Myanmar officials blame the group Arakan Rohingya Salvation Army (ARSA) for the burning of homes in the area, but fleeing Rohingya civilians said a campaign of arson and killings by the Myanmar army is aimed at forcing them out of the country.
“We are coordinating with the authorities to resume distributions for all affected communities as soon as possible, including for any people newly affected by the current unrest,” WFP said in a statement on Saturday.
The suspension of food assistance operations would affect 250,000 internally displaced and “other most vulnerable populations”, the statement said.
Of that number, around 120,000 people – most of them Rohingya Muslim civilians – have relied on aid hand-outs in camps since 2012, when religious riots killed scores and sparked a crisis which is again burning through the state.
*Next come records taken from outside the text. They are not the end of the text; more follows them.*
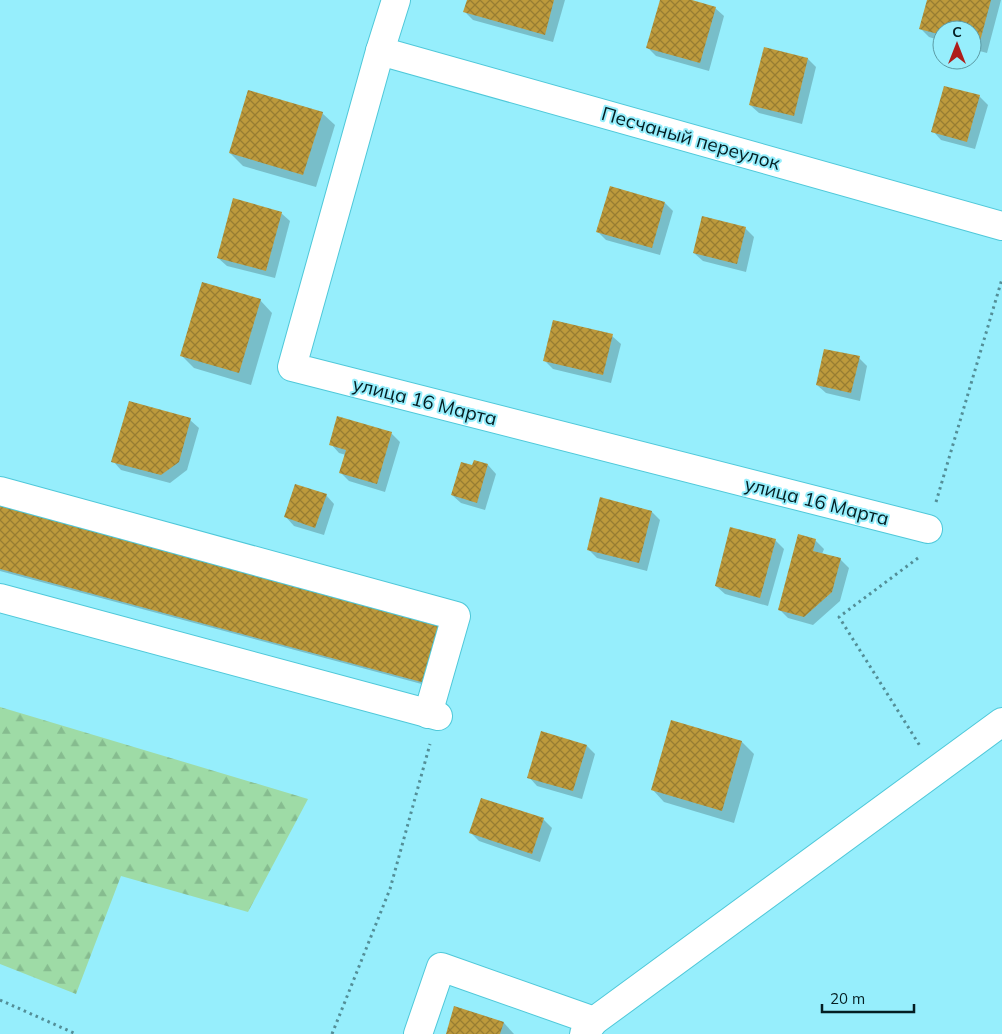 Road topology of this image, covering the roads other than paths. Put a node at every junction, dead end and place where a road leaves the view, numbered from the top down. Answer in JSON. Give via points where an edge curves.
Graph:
{"nodes":[{"id":1,"x":396,"y":0,"type":"edge"},
{"id":2,"x":380,"y":51,"type":"junction"},
{"id":3,"x":1002,"y":226,"type":"edge"},
{"id":4,"x":0,"y":491,"type":"edge"},
{"id":5,"x":928,"y":529,"type":"road end"},
{"id":6,"x":0,"y":598,"type":"edge"},
{"id":7,"x":1002,"y":722,"type":"edge"},
{"id":8,"x":589,"y":1028,"type":"edge"},
{"id":9,"x":418,"y":1034,"type":"edge"}],
"edges":[{"from":1,"to":2,"type":"street","name":"улица 16 Марта"},
{"from":2,"to":3,"type":"street","name":"Песчаный переулок"},
{"from":2,"to":5,"type":"street","name":"улица 16 Марта","via":[[292,367]]},
{"from":4,"to":6,"type":"street","via":[[456,616],[433,715]]},
{"from":7,"to":8,"type":"street"},
{"from":8,"to":9,"type":"street","via":[[441,967]]}]} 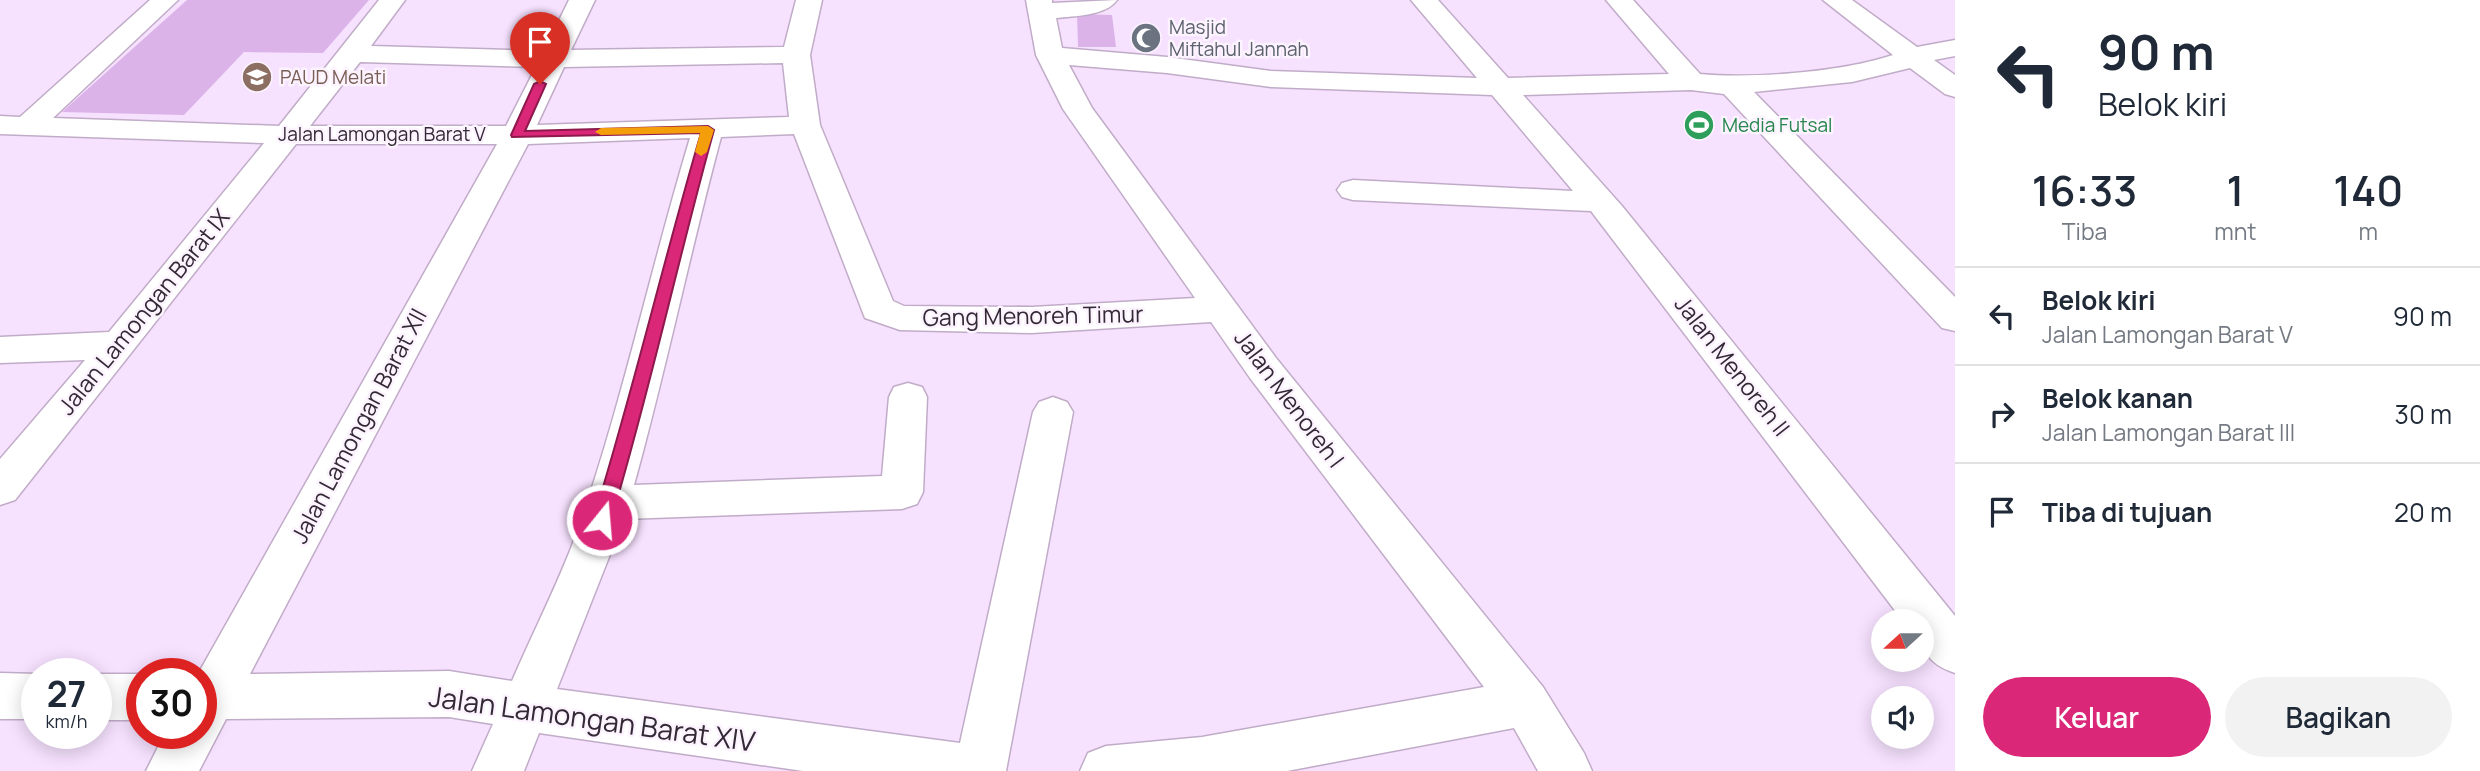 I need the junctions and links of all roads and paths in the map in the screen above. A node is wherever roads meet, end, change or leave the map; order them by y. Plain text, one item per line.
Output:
1 (165, 0) edge
2 (392, 0) edge
3 (582, 0) edge
4 (809, 0) edge
5 (1104, 0) edge
6 (1424, 0) edge
7 (1619, 0) edge
8 (1836, 0) edge
9 (1040, 6) edge
10 (1955, 48) edge
11 (352, 54) junction
12 (796, 55) junction
13 (1050, 55) junction
14 (1914, 57) junction
15 (551, 59) junction
16 (1691, 82) junction
17 (1732, 86) junction
18 (1499, 87) junction
19 (1955, 88) edge
20 (13, 125) edge
21 (805, 125) junction
22 (708, 130) junction
23 (287, 135) junction
24 (517, 135) junction
25 (1353, 190) dead end
26 (1601, 202) junction
27 (1221, 309) junction
28 (1955, 319) edge
29 (119, 345) junction
30 (0, 350) edge
31 (908, 397) dead end
32 (1054, 412) dead end
33 (0, 488) edge
34 (607, 503) junction
35 (1955, 653) edge
36 (217, 684) edge
37 (0, 696) edge
38 (21, 696) edge
39 (1526, 703) junction
40 (524, 708) junction
41 (217, 710) edge
42 (183, 749) edge
43 (172, 771) edge
44 (498, 771) edge
45 (980, 771) edge
46 (1106, 771) edge
47 (1566, 771) edge

1 - 20 street
2 - 11 street, Jalan Lamongan Barat IX
3 - 15 street, Jalan Lamongan Barat XII
4 - 12 street, Gang Menoreh Timur
5 - 9 street, Jalan Menoreh I
6 - 18 street, Jalan Menoreh II
7 - 16 street
8 - 14 street
9 - 13 street, Jalan Menoreh I
10 - 14 street
11 - 15 street
11 - 23 street, Jalan Lamongan Barat IX
12 - 15 street
12 - 21 street, Gang Menoreh Timur
13 - 18 street
13 - 27 street, Jalan Menoreh I
14 - 17 street
14 - 19 street
15 - 24 street, Jalan Lamongan Barat XII
16 - 17 street
16 - 18 street
17 - 28 street
18 - 26 street, Jalan Menoreh II
20 - 23 street, Jalan Lamongan Barat V
21 - 22 street, Jalan Lamongan Barat V
21 - 27 street, Gang Menoreh Timur
22 - 24 street, Jalan Lamongan Barat V
22 - 34 street
23 - 24 street, Jalan Lamongan Barat V
23 - 29 street, Jalan Lamongan Barat IX
24 - 36 street, Jalan Lamongan Barat XII
25 - 26 street
26 - 35 street, Jalan Menoreh II
27 - 39 street, Jalan Menoreh I
29 - 30 street
29 - 33 street, Jalan Lamongan Barat IX
31 - 34 street
32 - 45 street
34 - 40 street
37 - 38 street
39 - 46 street
39 - 47 street, Jalan Menoreh I
40 - 41 street, Jalan Lamongan Barat XIV
40 - 44 street
40 - 45 street, Jalan Lamongan Barat XIV
42 - 43 street, Jalan Lamongan Barat XII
In recent days, another wave of 58,600 Rohingya have fled the violence to Bangladesh from Myanmar, according to the UN refugee agency, UNHCR.
Aid agencies, including the WFP, are routinely accused of a pro-Rohingya bias and the sudden flare-up of unrest has renewed safety concerns, prompting relief work to be pulled back.
The Myanmar government has also accused WFP of allowing their rations to fall into the hands of Rohingya “fighters”, whom they accused of carrying out the August 25 attacks on police posts.
The UN agency has denied those accusations by Myanmar’s government
Violence against minorities
Over the last five years, Rakhine state has been cut along ethnic and religious lines, but the current violence is the worst yet.
“The secretary-general is deeply concerned by the reports of excesses during the security operations conducted by Myanmar’s security forces in Rakhine State and urges restraint and calm to avoid a humanitarian catastrophe,” read a statement issued by his office.
The Rohingya, branded illegal immigrants in Myanmar and mostly denied citizenship, make up the vast majority of the dead and displaced since 2012.
Accounts from Rohingya survivors in Bangladesh and Buddhists who fled to Sittwe, the Rakhine State capital, indicate the death toll may be much higher.
In interviews with Al Jazeera, Rohingya refugees spoke about their women being raped and homes being torched to the ground.
On Saturday, the Myanmar government said that more than 2,700 houses have been burned down in Rakhine.
ARSA has claimed responsibility for coordinated attacks on security posts last week that prompted clashes and a large army counteroffensive, leading to the massive exodus of Rohingya.
The treatment of Buddhist-majority Myanmar’s roughly 1.1 million Rohingya is the biggest challenge facing leader Aung San Suu Kyi, accused by Western critics of not speaking out for a minority that has long complained of persecution.